In order to avert the evil (inherent) in a ghost’s cry you (sic) crush a potsherd from a ruined tell in water. He should sprinkle the house (with this water). For three days he should make offerings to the family ghosts.

He should pour out beer (flavoured with) roast barley. He should scatter juniper over a censer before Samas, pour out prime beer, offer a resent to Samas, and recite as follows:

O Samas, Judge of Heaven and Underworld, Foremost One of the Anunnaki!
O Samas, Judge of all the Lands, Samas Foremost and Resplendent One!
You keep them in check, O Samas, the Judge. You carry those from Above down to Below,
Those from Below up to Above. The ghost who has cried out in my house, whether of (my) father or mother, whether (my) brother or sister,
Whether a forgotten son of someone, whether a vagrant ghost show has no-one to care for it,
An offering has been made for him! Water has been poured out for him! May the evil in his cry away behin him!
Let the evil in his evil cry not come near me! <…> You do this repeatedly for three days, and <…>

You wash his hands, you anoint him with U.SIKIL: “It is finished”: in oil.

I love that they pour out beer for him. Very 90s rap.

The only negative thing I can say about Finkel’s explanation of the tablet is that it’s way too short. I’m hoping he does what he did with Ur and films himself actually performing the ritual. He’s already scared up a suitable skull (Mesopotamian, one hopes, although there is nothing in the literature that suggests the skulls used in these rituals needed to have belonged to any specific individual, group or time period). It’s just the ingredients for the magical brew he’s having difficulty obtaining. That, Dr. Finkel, is what the Internet is for. All you need is a little viral luck and within days you will be inundated with sufficient snake tallow, frog end-of-intestines and chameleon bristles to raise an army of the dead.

13 thoughts on “Irving Finkel on how to raise the dead

  1. OK, “Halloween” is immanent, and the recipe makes sense to me. ..But where on earth (and below) am I supposed to get Lion Fat from, over here at this late hour ?!?

    :hattip: :skull: :hattip:

  2. HP Sauce is sometimes hard to get here.
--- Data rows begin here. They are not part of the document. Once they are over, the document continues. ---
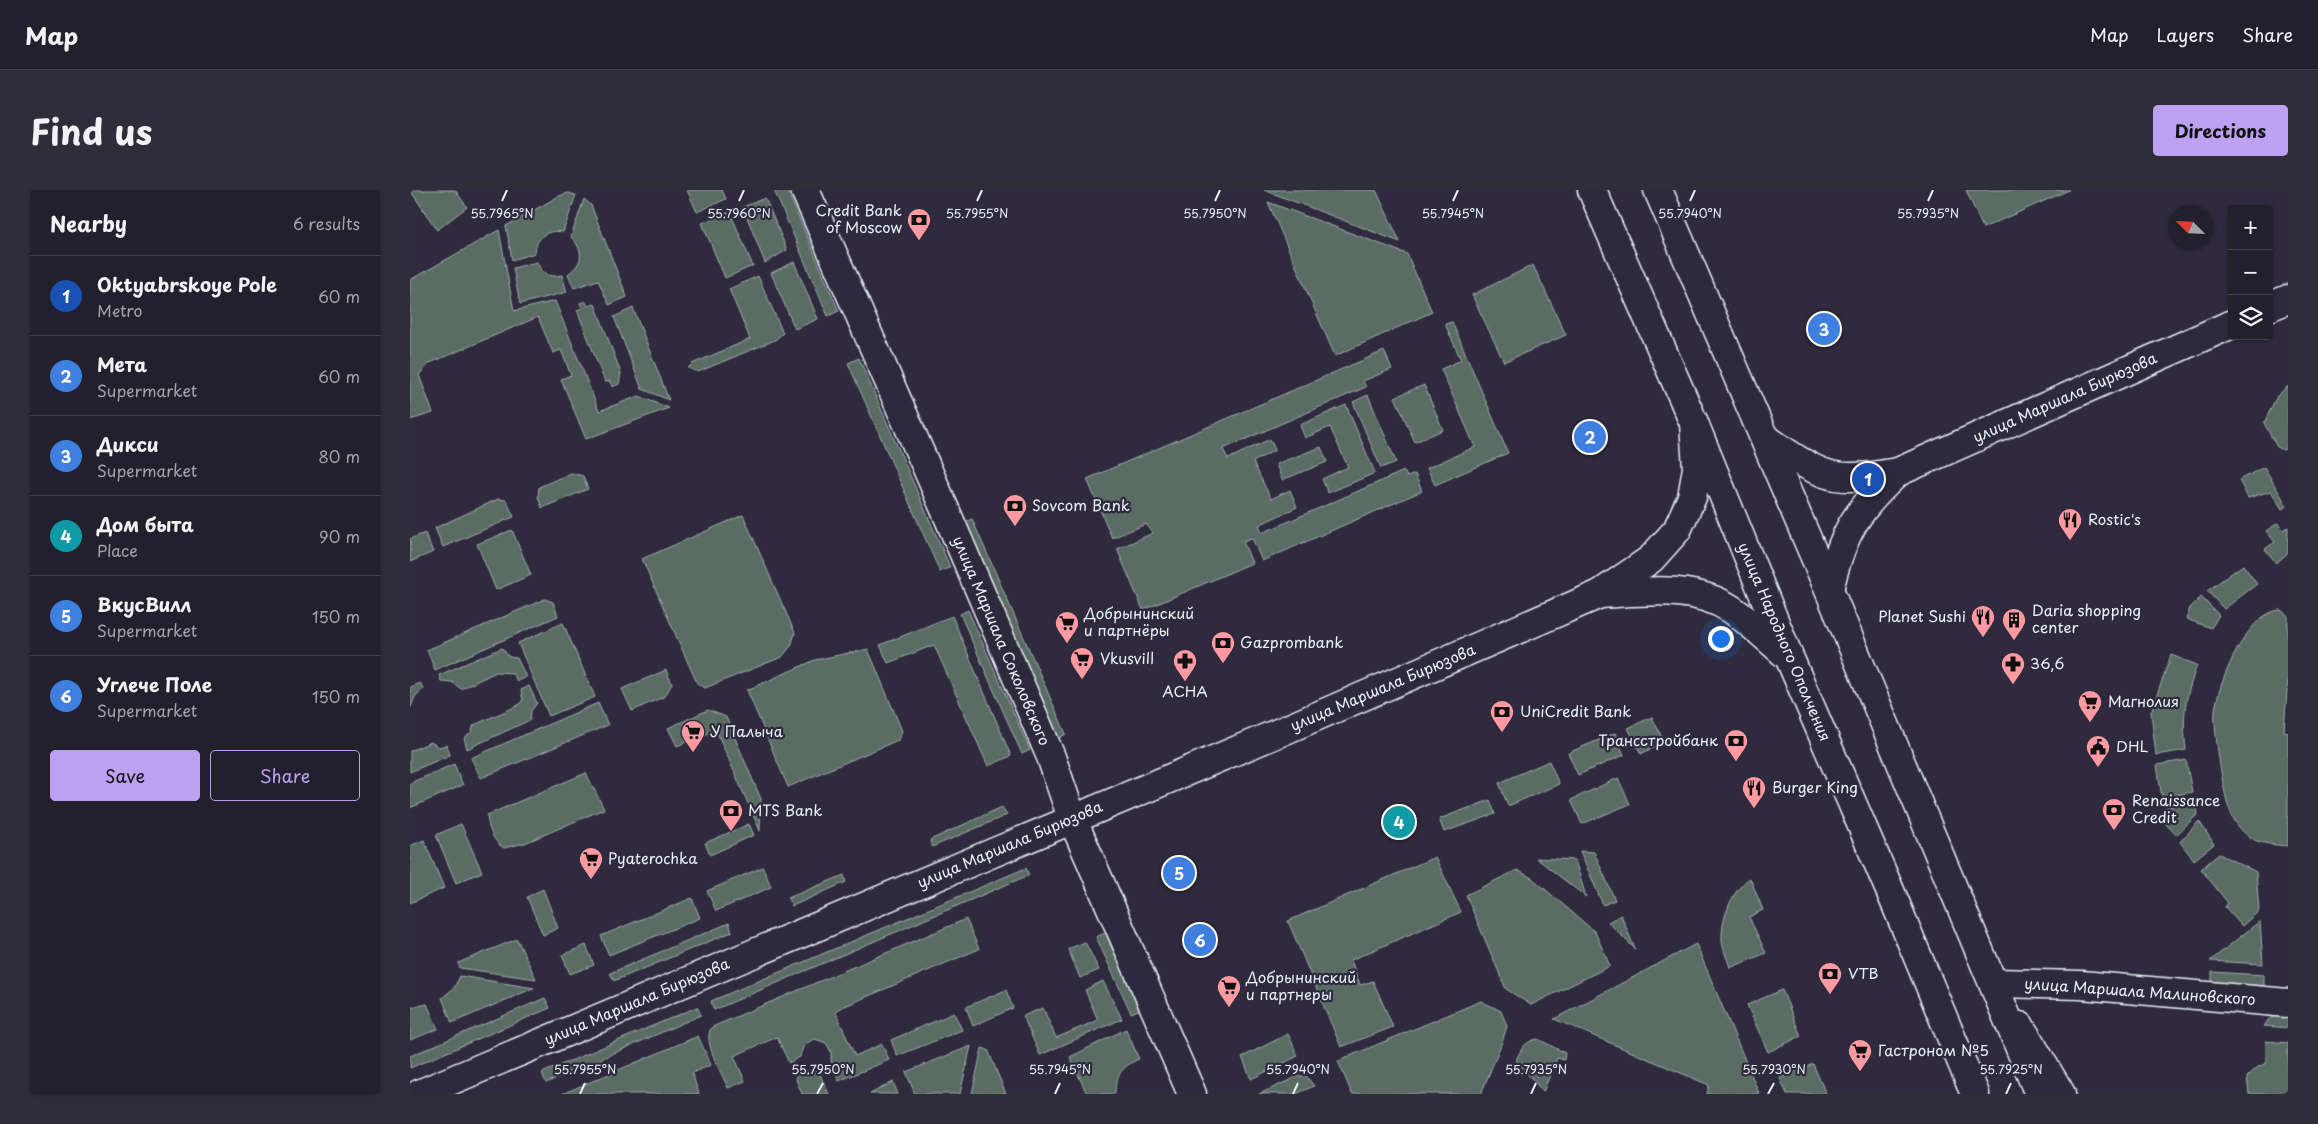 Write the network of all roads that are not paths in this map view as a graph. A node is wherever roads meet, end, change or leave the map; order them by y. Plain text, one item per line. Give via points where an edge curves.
1 (805, 190) edge
2 (1592, 190) edge
3 (1658, 190) edge
4 (2288, 299) edge
5 (2273, 306) edge
6 (2228, 326) edge
7 (1694, 423) junction
8 (1765, 438) junction
9 (1898, 472) junction
10 (1829, 590) junction
11 (1600, 594) junction
12 (1789, 657) junction
13 (1072, 818) junction
14 (1993, 982) junction
15 (2288, 1003) edge
16 (419, 1094) edge
17 (1192, 1094) edge
18 (1975, 1094) edge
19 (2040, 1094) edge
20 (2061, 1094) edge

1 - 13 main road, улица Маршала Соколовского via 1051,757
2 - 7 main road, улица Народного Ополчения
3 - 8 main road
4 - 5 main road
6 - 9 main road, улица Маршала Бирюзова
7 - 11 main road, улица Маршала Бирюзова via 1697,468 1692,497 1677,530 1652,559
7 - 12 main road, улица Народного Ополчения
8 - 9 main road, улица Маршала Бирюзова via 1802,462 1835,476
8 - 10 main road
9 - 10 main road, улица Маршала Бирюзова via 1875,493 1851,524 1836,558
10 - 14 main road
11 - 12 main road, улица Маршала Бирюзова via 1664,590 1701,596 1730,608
11 - 13 main road, улица Маршала Бирюзова
12 - 18 main road, улица Народного Ополчения
13 - 16 main road, улица Маршала Бирюзова
13 - 17 main road, улица Маршала Соколовского
14 - 15 main road, улица Маршала Малиновского via 2081,985
14 - 19 main road
14 - 20 main road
Will A! do just as well? Any other brown sauces possible substitute?

  3. FYI … I called up Mom,

    -according to her- you can replace the ‘Lion fat’ with some ‘Cottage cheese’.
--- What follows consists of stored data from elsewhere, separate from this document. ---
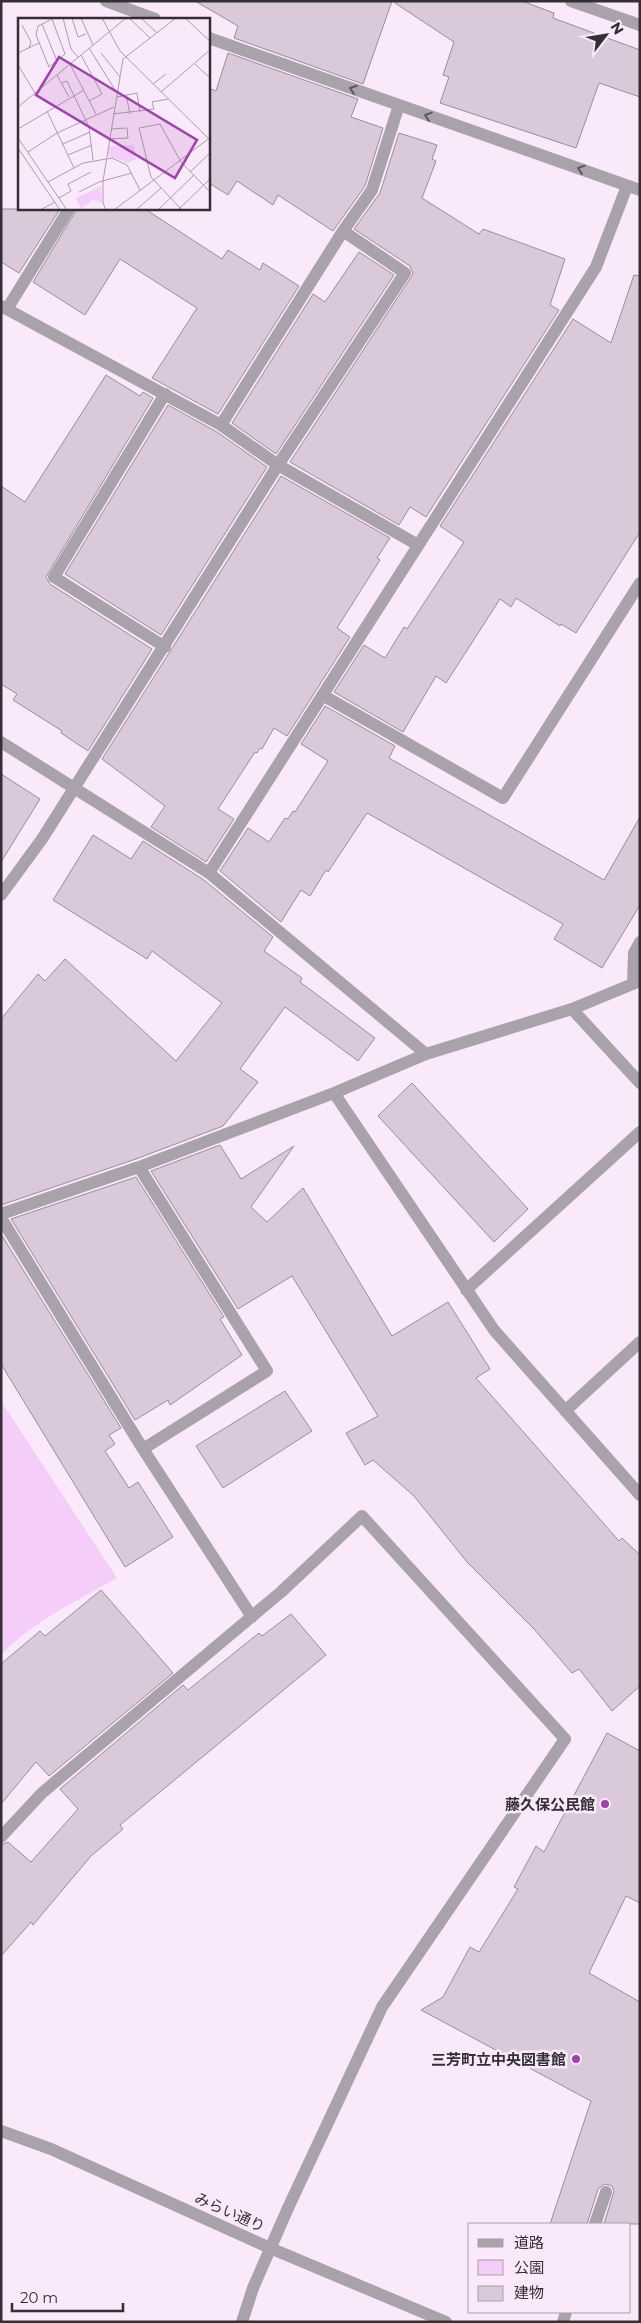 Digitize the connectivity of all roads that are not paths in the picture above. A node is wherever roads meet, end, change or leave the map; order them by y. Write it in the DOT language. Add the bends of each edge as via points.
graph roads {
  1 [pos="106,1"];
  2 [pos="572,2"];
  3 [pos="152,18"];
  4 [pos="640,25"];
  5 [pos="210,38"];
  6 [pos="399,105"];
  7 [pos="627,186"];
  8 [pos="640,190"];
  9 [pos="69,210"];
  10 [pos="343,231"];
  11 [pos="4,307"];
  12 [pos="165,394"];
  13 [pos="221,426"];
  14 [pos="278,465"];
  15 [pos="418,545"];
  16 [pos="640,583"];
  17 [pos="164,647"];
  18 [pos="324,696"];
  19 [pos="1,742"];
  20 [pos="74,788"];
  21 [pos="209,873"];
  22 [pos="1,895"];
  23 [pos="640,942"];
  24 [pos="636,983"];
  25 [pos="572,1009"];
  26 [pos="426,1054"];
  27 [pos="640,1083"];
  28 [pos="334,1093"];
  29 [pos="640,1132"];
  30 [pos="139,1167"];
  31 [pos="1,1214"];
  32 [pos="1,1218"];
  33 [pos="466,1290"];
  34 [pos="640,1342"];
  35 [pos="565,1411"];
  36 [pos="143,1449"];
  37 [pos="640,1495"];
  38 [pos="252,1617"];
  39 [pos="1,1837"];
  40 [pos="1,2131"];
  41 [pos="606,2192"];
  42 [pos="596,2223"];
  43 [pos="270,2248"];
  44 [pos="242,2322"];
  45 [pos="446,2322"];
  1 -- 3 [label="street"];
  2 -- 4 [label="street"];
  6 -- 5 [label="street, one-way"];
  7 -- 6 [label="street, one-way"];
  6 -- 10 [label="street" via="372,190"];
  7 -- 8 [label="street"];
  7 -- 15 [label="street" via="596,267"];
  9 -- 11 [label="street"];
  10 -- 13 [label="street"];
  10 -- 14 [label="street" via="405,273"];
  11 -- 12 [label="street"];
  12 -- 13 [label="street"];
  12 -- 17 [label="street" via="54,577"];
  13 -- 14 [label="street"];
  14 -- 15 [label="street"];
  14 -- 17 [label="street"];
  15 -- 18 [label="street"];
  16 -- 18 [label="street" via="504,798"];
  17 -- 20 [label="street"];
  18 -- 21 [label="street"];
  19 -- 20 [label="street"];
  20 -- 21 [label="street"];
  20 -- 22 [label="street"];
  21 -- 26 [label="street"];
  23 -- 24 [label="street" via="634,953"];
  24 -- 25 [label="street"];
  25 -- 26 [label="street"];
  25 -- 27 [label="street"];
  26 -- 28 [label="street"];
  28 -- 30 [label="street"];
  28 -- 33 [label="street"];
  29 -- 33 [label="street"];
  30 -- 31 [label="street"];
  30 -- 36 [label="street" via="267,1371"];
  32 -- 36 [label="street"];
  33 -- 35 [label="street" via="494,1330"];
  34 -- 35 [label="street"];
  35 -- 37 [label="street"];
  36 -- 38 [label="street"];
  38 -- 39 [label="street" via="42,1793"];
  38 -- 43 [label="street" via="362,1516 565,1739 382,2007"];
  40 -- 43 [label="street, みらい通り" via="51,2150"];
  41 -- 42 [label="street"];
  43 -- 44 [label="street"];
  43 -- 45 [label="street, みらい通り"];
}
  4. I looked in my cupboard, but I only have right grasshopper wings left. I should’ve bought more, but I always wait for a sale.

  5. Yet another hint:

    “crush a potsherd from a ruined tell in water” might give grief to some. Presumably, ‘tell’ refers to تَلّ‏ (tall, “hill, elevation”), from Proto-Semitic *tall. Luckily, I do in fact own a potsherd from a ‘tell’ that was ruined in 1945.
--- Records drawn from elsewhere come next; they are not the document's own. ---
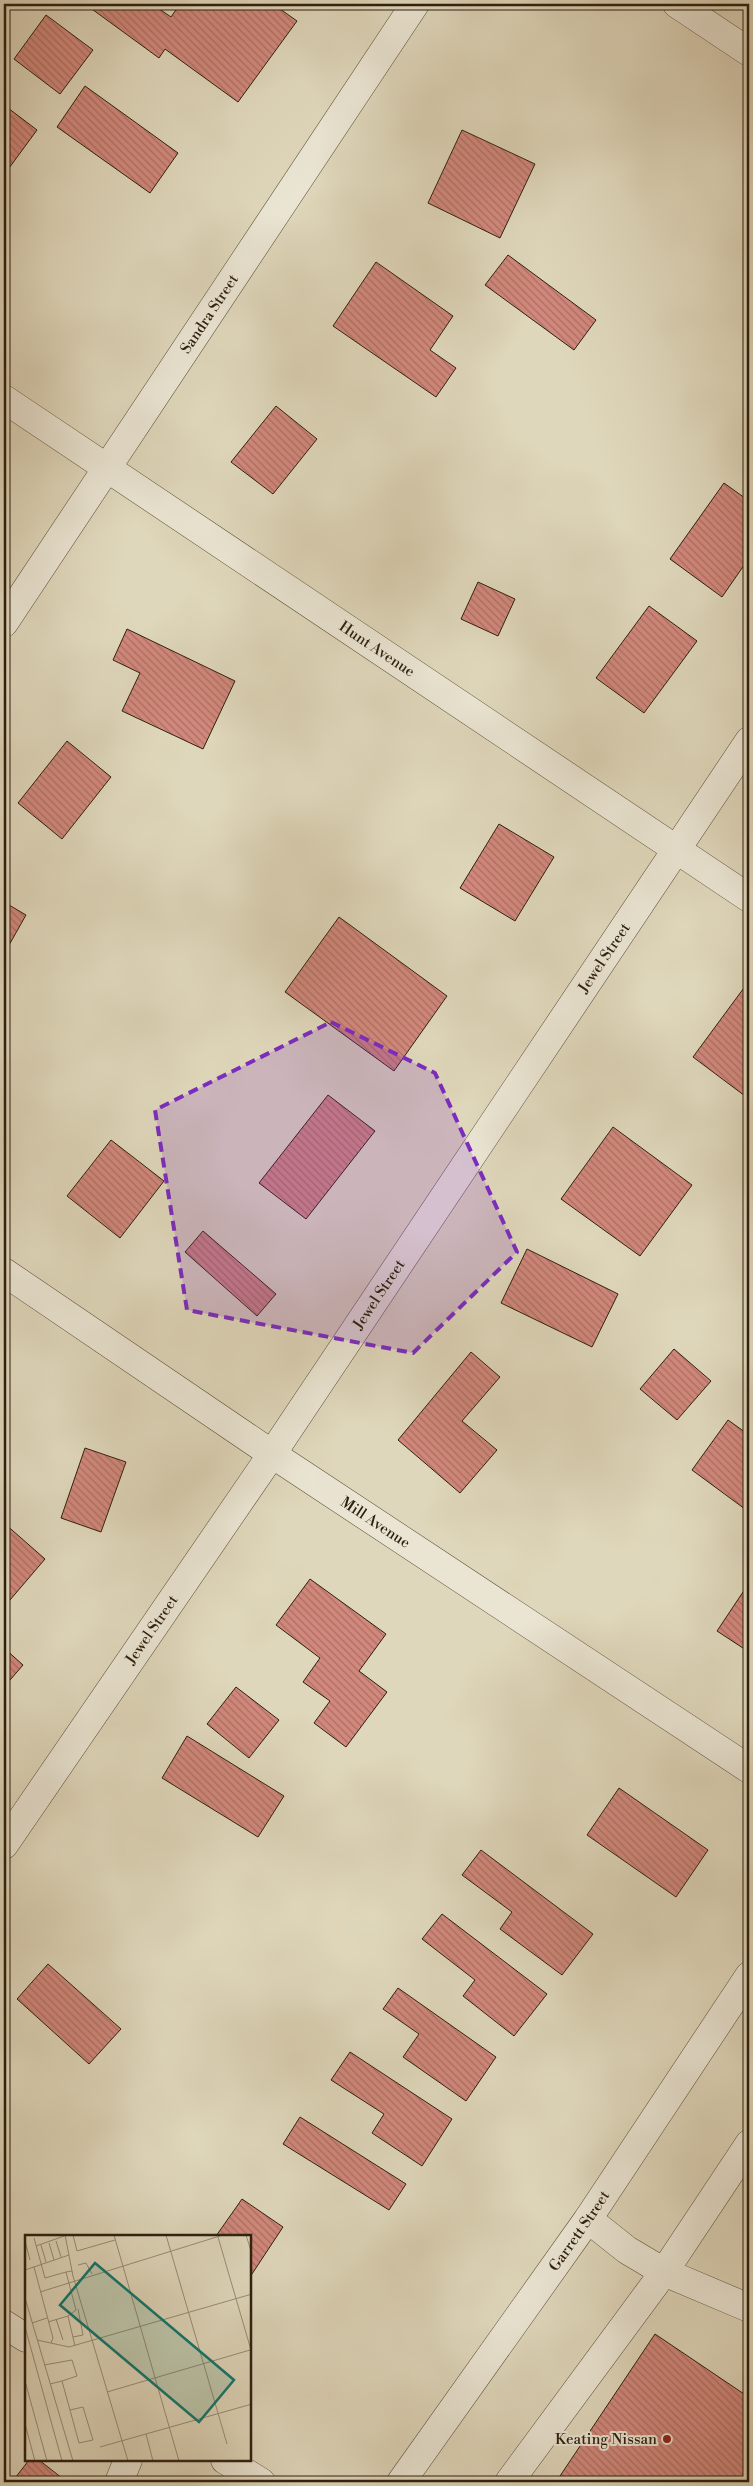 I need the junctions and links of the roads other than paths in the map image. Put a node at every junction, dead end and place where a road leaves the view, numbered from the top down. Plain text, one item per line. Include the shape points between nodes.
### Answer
1 (415, 4) edge
2 (677, 4) edge
3 (749, 52) edge
4 (4, 399) edge
5 (107, 467) junction
6 (4, 623) edge
7 (749, 741) edge
8 (676, 849) junction
9 (749, 898) edge
10 (4, 1272) edge
11 (272, 1454) junction
12 (749, 1769) edge
13 (4, 1845) edge
14 (749, 1976) edge
15 (749, 2144) edge
16 (588, 2219) junction
17 (664, 2272) junction
18 (749, 2308) edge
19 (4, 2324) edge
20 (25, 2337) edge
21 (128, 2461) edge
22 (227, 2461) edge
23 (119, 2482) edge
24 (262, 2482) edge
25 (401, 2482) edge
26 (509, 2482) edge

1 - 5 street, Sandra Street
2 - 3 street
4 - 5 street, Hunt Avenue
5 - 6 street, Sandra Street
5 - 8 street, Hunt Avenue
7 - 8 street, Jewel Street
8 - 9 street, Hunt Avenue
8 - 11 street, Jewel Street
10 - 11 street, Mill Avenue
11 - 12 street, Mill Avenue
11 - 13 street, Jewel Street
14 - 16 street, Garrett Street
15 - 17 street
16 - 17 street via 627,2250
16 - 25 street, Garrett Street
17 - 18 street
17 - 26 street
19 - 20 street
21 - 23 street
22 - 24 street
    … Thus, I need to hurry up now.

  6. “Any other brown sauces possible substitute?”

    My dear sir, no other brown sauce is a remotely plausible substitute for HP sauce.

  7. Still, I am a bit worried about the three day ‘warding off evils that are inherent in ghost’s cries period’.

    However, Dear Ewa, if you have lived, it seems that you came to the right place and Samas really surpassed himself.

    Just to make a start, I would now like to take the opportunity and know if the weather will be dry tomorrow morning.

    — :hattip: Thanks, O Ewa, and kindest Regards

  8. Perhaps the reason Dr. Finkel did not perform the “raise-the-dead” incantation is not that he didn’t have the ingredients handy in his pantry (he seems to me to be the kind of guy who would).

    I expect it’s because he hasn’t yet located the tablet containing the “send-the-dead-back-where-they-came-from” incantation.,

  9. Dear Corbinian,
    It really is _quite_ dry where I’m staying.
    No need to worry about the three days’ susceptibility to evil spirits. Some fasting, possibly on an island, if that could be arranged, and you’re good to go.
    Seriously, though, the most reasonable books on modern occultism I’ve read say to stay away from summoning ghosts, and if you absolutely need you have to interfere, light a candle and let it go down a river or stream.